下列程式碼示範如何使用 function_choice_behavior = FunctionChoiceBehavior.Auto() 來產生一個新的方案,其中包含自動函數呼叫功能。 將要求傳送至 AI 模型之後,方案會位於物件中 ChatHistory ,其中具有 Assistant 角色的訊息將包含要呼叫的函式清單(步驟)。

舊方法:

from semantic_kernel import Kernel
from semantic_kernel.connectors.ai.open_ai import AzureChatCompletion
from semantic_kernel.planners.function_calling_stepwise_planner import (
    FunctionCallingStepwisePlanner, 
    FunctionCallingStepwisePlannerResult,
)

kernel = Kernel()
kernel.add_service(AzureChatCompletion())

# Add any plugins to the kernel that the planner will leverage
kernel.add_plugins(...)

planner = FunctionCallingStepwisePlanner(service_id="service_id")

result: FunctionCallingStepwisePlannerResult = await planner.invoke(
    kernel=kernel, 
    question="Check current UTC time and return current weather in Boston city.",
)

generated_plan = result.chat_history

新方法:

from semantic_kernel import Kernel
from semantic_kernel.connectors.ai import FunctionChoiceBehavior
from semantic_kernel.connectors.ai.open_ai import AzureChatCompletion, AzureChatPromptExecutionSettings
from semantic_kernel.contents import ChatHistory

chat_completion_service = AzureChatCompletion()

chat_history = ChatHistory()
chat_hitory.add_user_message("Check current UTC time and return current weather in Boston city.")

request_settings = AzureChatPromptExecutionSettings(function_choice_behavior=FunctionChoiceBehavior.Auto())

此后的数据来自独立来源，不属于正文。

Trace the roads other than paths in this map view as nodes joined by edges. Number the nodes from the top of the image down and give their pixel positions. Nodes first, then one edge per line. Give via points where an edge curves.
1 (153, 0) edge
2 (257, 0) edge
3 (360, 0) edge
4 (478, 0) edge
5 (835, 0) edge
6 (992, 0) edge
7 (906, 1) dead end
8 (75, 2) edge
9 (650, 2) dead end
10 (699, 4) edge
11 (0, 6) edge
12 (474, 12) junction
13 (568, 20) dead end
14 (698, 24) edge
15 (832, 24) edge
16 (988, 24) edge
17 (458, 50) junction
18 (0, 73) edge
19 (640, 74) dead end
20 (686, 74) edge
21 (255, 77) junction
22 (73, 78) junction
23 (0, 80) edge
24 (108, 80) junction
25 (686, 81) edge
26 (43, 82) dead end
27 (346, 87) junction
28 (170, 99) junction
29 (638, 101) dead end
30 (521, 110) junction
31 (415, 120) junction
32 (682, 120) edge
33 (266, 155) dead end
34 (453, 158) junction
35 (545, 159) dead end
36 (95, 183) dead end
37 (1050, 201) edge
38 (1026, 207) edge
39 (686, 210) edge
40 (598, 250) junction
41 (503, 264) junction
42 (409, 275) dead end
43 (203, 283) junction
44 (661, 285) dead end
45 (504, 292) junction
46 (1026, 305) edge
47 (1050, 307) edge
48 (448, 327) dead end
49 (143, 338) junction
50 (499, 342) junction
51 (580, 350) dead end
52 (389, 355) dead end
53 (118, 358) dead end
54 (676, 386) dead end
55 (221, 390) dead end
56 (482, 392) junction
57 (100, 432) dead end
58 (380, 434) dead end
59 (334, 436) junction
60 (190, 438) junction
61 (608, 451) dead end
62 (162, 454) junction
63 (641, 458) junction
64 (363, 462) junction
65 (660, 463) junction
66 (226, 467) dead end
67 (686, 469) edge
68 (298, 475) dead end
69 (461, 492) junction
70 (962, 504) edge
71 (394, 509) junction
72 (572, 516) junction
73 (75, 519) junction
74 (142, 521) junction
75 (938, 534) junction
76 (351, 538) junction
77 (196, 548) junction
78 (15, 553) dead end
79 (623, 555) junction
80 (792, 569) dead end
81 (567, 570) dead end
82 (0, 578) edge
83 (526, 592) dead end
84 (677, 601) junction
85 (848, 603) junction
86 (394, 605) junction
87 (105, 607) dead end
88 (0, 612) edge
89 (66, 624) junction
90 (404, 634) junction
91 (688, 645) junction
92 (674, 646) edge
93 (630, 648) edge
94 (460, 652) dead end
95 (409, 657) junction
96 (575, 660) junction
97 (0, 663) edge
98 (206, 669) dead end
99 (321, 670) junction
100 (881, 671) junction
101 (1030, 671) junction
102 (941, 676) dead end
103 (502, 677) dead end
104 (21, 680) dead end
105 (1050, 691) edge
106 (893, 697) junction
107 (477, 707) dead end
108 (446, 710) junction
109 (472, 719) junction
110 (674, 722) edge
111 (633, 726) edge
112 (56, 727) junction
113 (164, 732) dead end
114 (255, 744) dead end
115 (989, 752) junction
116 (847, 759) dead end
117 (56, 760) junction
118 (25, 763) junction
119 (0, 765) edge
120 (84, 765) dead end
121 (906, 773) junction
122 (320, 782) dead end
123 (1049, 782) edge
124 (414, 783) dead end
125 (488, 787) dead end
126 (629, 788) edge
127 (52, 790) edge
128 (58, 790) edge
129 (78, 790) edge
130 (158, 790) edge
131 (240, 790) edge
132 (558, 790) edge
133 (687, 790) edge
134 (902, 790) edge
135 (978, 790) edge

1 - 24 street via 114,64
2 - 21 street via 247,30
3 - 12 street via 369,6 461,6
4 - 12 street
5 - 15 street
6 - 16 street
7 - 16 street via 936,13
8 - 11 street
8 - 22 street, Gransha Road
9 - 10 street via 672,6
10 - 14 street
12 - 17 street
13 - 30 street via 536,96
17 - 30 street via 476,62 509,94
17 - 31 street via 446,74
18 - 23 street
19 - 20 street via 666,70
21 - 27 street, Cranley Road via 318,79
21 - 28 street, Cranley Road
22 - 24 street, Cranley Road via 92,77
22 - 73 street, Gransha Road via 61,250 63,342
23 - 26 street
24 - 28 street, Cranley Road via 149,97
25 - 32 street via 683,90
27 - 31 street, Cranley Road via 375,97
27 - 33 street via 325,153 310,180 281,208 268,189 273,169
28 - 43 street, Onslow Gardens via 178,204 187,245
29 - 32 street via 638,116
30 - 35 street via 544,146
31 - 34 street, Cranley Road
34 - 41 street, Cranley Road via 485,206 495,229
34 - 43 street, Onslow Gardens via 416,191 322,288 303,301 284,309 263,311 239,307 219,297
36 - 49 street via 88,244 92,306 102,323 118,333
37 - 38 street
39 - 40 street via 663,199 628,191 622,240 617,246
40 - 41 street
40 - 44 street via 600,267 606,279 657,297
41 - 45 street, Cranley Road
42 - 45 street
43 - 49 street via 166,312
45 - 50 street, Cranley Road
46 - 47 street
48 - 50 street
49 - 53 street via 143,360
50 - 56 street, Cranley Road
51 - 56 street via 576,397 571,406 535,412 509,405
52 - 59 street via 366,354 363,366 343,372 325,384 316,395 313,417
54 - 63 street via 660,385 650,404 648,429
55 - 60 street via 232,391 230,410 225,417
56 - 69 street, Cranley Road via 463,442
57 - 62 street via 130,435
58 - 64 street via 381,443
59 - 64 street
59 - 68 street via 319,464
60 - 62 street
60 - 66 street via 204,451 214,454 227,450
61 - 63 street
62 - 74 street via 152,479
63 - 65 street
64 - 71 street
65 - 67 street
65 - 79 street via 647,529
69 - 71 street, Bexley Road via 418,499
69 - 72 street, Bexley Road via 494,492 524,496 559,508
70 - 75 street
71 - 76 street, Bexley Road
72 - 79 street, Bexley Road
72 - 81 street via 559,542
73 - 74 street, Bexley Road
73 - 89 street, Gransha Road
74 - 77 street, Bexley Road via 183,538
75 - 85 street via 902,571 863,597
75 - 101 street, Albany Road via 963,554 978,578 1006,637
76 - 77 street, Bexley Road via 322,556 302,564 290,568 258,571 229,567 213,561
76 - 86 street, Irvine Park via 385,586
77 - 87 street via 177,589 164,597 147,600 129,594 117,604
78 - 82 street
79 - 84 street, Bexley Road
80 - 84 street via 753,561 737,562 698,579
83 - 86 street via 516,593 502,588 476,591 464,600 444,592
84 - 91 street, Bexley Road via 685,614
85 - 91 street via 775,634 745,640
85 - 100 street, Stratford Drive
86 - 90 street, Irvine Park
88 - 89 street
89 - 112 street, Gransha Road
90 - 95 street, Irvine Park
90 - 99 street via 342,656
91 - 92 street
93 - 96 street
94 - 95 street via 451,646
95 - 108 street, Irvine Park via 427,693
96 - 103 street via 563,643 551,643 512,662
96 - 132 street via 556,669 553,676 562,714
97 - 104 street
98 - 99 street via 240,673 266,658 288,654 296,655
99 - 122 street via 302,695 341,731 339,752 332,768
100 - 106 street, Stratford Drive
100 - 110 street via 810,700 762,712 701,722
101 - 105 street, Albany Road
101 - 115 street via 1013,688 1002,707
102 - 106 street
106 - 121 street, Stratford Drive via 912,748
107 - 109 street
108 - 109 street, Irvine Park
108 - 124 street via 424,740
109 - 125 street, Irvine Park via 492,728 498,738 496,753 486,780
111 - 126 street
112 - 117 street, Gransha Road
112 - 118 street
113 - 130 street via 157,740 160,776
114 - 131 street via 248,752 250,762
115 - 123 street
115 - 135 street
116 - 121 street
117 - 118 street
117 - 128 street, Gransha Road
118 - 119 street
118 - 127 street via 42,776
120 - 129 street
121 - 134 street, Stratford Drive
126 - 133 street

# Add any plugins to the kernel that the planner will leverage
kernel = Kernel()
kernel.add_plugins(...)

response = await chat_completion_service.get_chat_message_content(
    chat_history=chat_history,
    settings=request_settings,
    kernel=kernel,
)
print(response)

# The generated plan is now contained inside of `chat_history`.

執行新計劃

下列程式代碼示範如何使用 自動函數呼叫 function_choice_behavior = FunctionChoiceBehavior.Auto()來執行新的計劃。 當只需結果而不需要計劃步驟時,這個方法就很有用。 在此情況下, Kernel 物件可用來將目標傳遞至 invoke_prompt 方法。 計劃執行的結果會位於物件中 FunctionResult

舊方法:

from semantic_kernel import Kernel
from semantic_kernel.connectors.ai.open_ai import AzureChatCompletion
from semantic_kernel.planners.function_calling_stepwise_planner import (
    FunctionCallingStepwisePlanner, 
    FunctionCallingStepwisePlannerResult,
)

kernel = Kernel()
kernel.add_service(AzureChatCompletion())

# Add any plugins to the kernel that the planner will leverage
kernel.add_plugins(...)

planner = FunctionCallingStepwisePlanner(service_id="service_id")

result: FunctionCallingStepwisePlannerResult = await planner.invoke(
    kernel=kernel, 
    question="Check current UTC time and return current weather in Boston city.",
)

print(result.final_answer)

新方法:

from semantic_kernel import Kernel
from semantic_kernel.connectors.ai import FunctionChoiceBehavior
from semantic_kernel.connectors.ai.open_ai import AzureChatCompletion, AzureChatPromptExecutionSettings
from semantic_kernel.contents import ChatHistory
from semantic_kernel.functions import KernelArguments

kernel = Kernel()
kernel.add_service(AzureChatCompletion())
# Add any plugins to the kernel that the planner will leverage
kernel.add_plugins(...)

chat_history = ChatHistory()
chat_hitory.add_user_message("Check current UTC time and return current weather in Boston city.")

request_settings = AzureChatPromptExecutionSettings(function_choice_behavior=FunctionChoiceBehavior.Auto())

response = await kernel.invoke_prompt(
    "Check current UTC time and return current weather in Boston city.", 
    arguments=KernelArguments(settings=request_settings),
)
print(response)

規劃工具無法在 SK Java 中使用。 請直接使用函式呼叫。

上述代碼段示範如何移轉使用 Stepwise Planner 使用自動函數呼叫的程式代碼。 深入瞭解 使用聊天完成進行函式呼叫。